US and Iran arrange talks on Iraq security
Meeting marks break in another diplomatic freeze
BAGHDAD -- The United States and Iran have set a date for ambassador-level talks in Baghdad on the deteriorating security situation in Iraq -- the first such meeting since late May, US and Iraqi officials said yesterday.
The two sides will sit down together tomorrow, according to Foreign Minister Hoshyar Zebari of Iraq and US Embassy spokesman Philip Reeker, amid US allegations that Tehran is supporting violent Shi'ite militias in the country.
Zebari said by telephone that the discussions would be at the ambassadorial level and would focus on the situation in Iraq, not US-Iran tensions.
Iraq's fragile government has been pressing for another meeting between the two nations with the greatest influence over its future, and Iran has repeatedly signaled its willingness to sit down. State Department spokesman Sean McCormack said last week that Washington was also ready to hold new talks with Iran on the security situation in Iraq.
The May 28 meeting marked a break in a 27-year diplomatic freeze between the US and Iran and was expected to have been followed within a month by a second encounter. But after that meeting, Secretary of State Condoleezza Rice and other US officials said Iran had not scaled back what the United States says is a concerted effort to arm militants and harm US troops.
Tensions also have risen over Tehran's detention of four Iranian-American scholars and activists charged with endangering national security. The United States has demanded their release, saying the charges against them are false.

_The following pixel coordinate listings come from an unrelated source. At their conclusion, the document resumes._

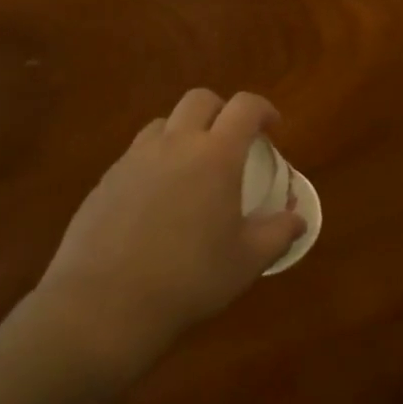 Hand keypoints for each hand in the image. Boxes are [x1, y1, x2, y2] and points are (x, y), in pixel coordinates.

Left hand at [32, 90, 304, 371]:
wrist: (104, 304)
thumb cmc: (189, 278)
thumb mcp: (247, 261)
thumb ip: (278, 233)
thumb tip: (298, 218)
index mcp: (216, 155)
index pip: (245, 107)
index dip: (263, 109)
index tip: (272, 128)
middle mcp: (174, 144)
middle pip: (200, 100)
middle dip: (222, 110)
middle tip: (232, 140)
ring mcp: (134, 159)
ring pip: (163, 123)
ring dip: (184, 132)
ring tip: (192, 166)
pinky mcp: (105, 180)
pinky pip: (136, 154)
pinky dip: (155, 161)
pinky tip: (157, 200)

At the same time, Iran has called for the release of five Iranians detained in Iraq, who the United States has said are members of Iran's elite Quds Force -- accused of arming and training Iraqi militants. Iran says the five are diplomats in Iraq with permission of the government.
As recently as yesterday, US troops detained two suspected weapons smugglers who may be linked to the Quds force, the military said. The suspects and a number of weapons were seized during a raid on a rural farm compound in eastern Iraq near the Iranian border, according to a statement.
McCormack said the United States wanted to use the meeting to warn Iran against continuing its support for militants in Iraq. He offered no explanation for Washington's apparent change of heart about meeting with Tehran.
Iraq had hoped to arrange a higher-level meeting between Rice and Foreign Minister Manouchehr Mottaki of Iran , but the two exchanged only stiff pleasantries during a recent international conference on Iraq's security in Egypt.
The United States is pursuing a two-track strategy with Iran that reflects the high stakes in any engagement with a nation President Bush accuses of funding terrorism and building a nuclear bomb.
Washington is reaching out tentatively with the talks on Iraq, but also keeping a check on Iran with the Navy conducting exercises in the Persian Gulf this spring and the United States pushing for new UN sanctions against Tehran over its disputed nuclear program.
The United States broke off diplomatic ties with Iran after the 1979 storming of the US Embassy in Tehran and the detention of American hostages for 444 days. Any direct talks between the two nations are rare.
Iran denies the US allegations about its activities in neighboring Iraq, which like Iran has a majority Shi'ite Muslim population.
In Baghdad, two powerful legislators said yesterday that prospects were dim for passage of a US-backed oil bill before Parliament's August vacation, casting a new cloud over a pivotal September progress report that could weigh heavily on the future of the US presence in Iraq.
American officials have pressed Prime Minister Nouri al-Maliki and Parliament to pass laws the United States deems essential to restoring stability in Iraq, and the oil bill is at the top of the list.
The top American commander in Iraq, General David Petraeus, must report to Congress on progress in Iraq by Sept. 15, and the absence of legislative progress will make it difficult to issue a positive assessment.
Mahmoud Othman, a Kurdish lawmaker, and Abbas al-Bayati, a Shi'ite Turkman parliamentarian, said the oil legislation was not likely to be debated before September because political leaders have been unable to agree on a final draft of the legislation.
"There must first be political consensus between the major blocs on the law, but there is not enough time for this to be done before the August break," said Bayati, a member of the United Iraqi Alliance, the largest Shi'ite bloc in the 275-seat house.
The draft oil legislation, approved by Maliki's Cabinet but not sent to Parliament because of widespread opposition, calls for a fair distribution among Shi'ites, Kurds, and Sunnis of the income from Iraq's massive petroleum resources.
Sunnis, who make up the bulk of the insurgency, have virtually no known oil reserves in their territories, yet oppose the current draft legislation. Kurds, who control large reserves in northern Iraq, oppose the measure because it could loosen their control over a key asset.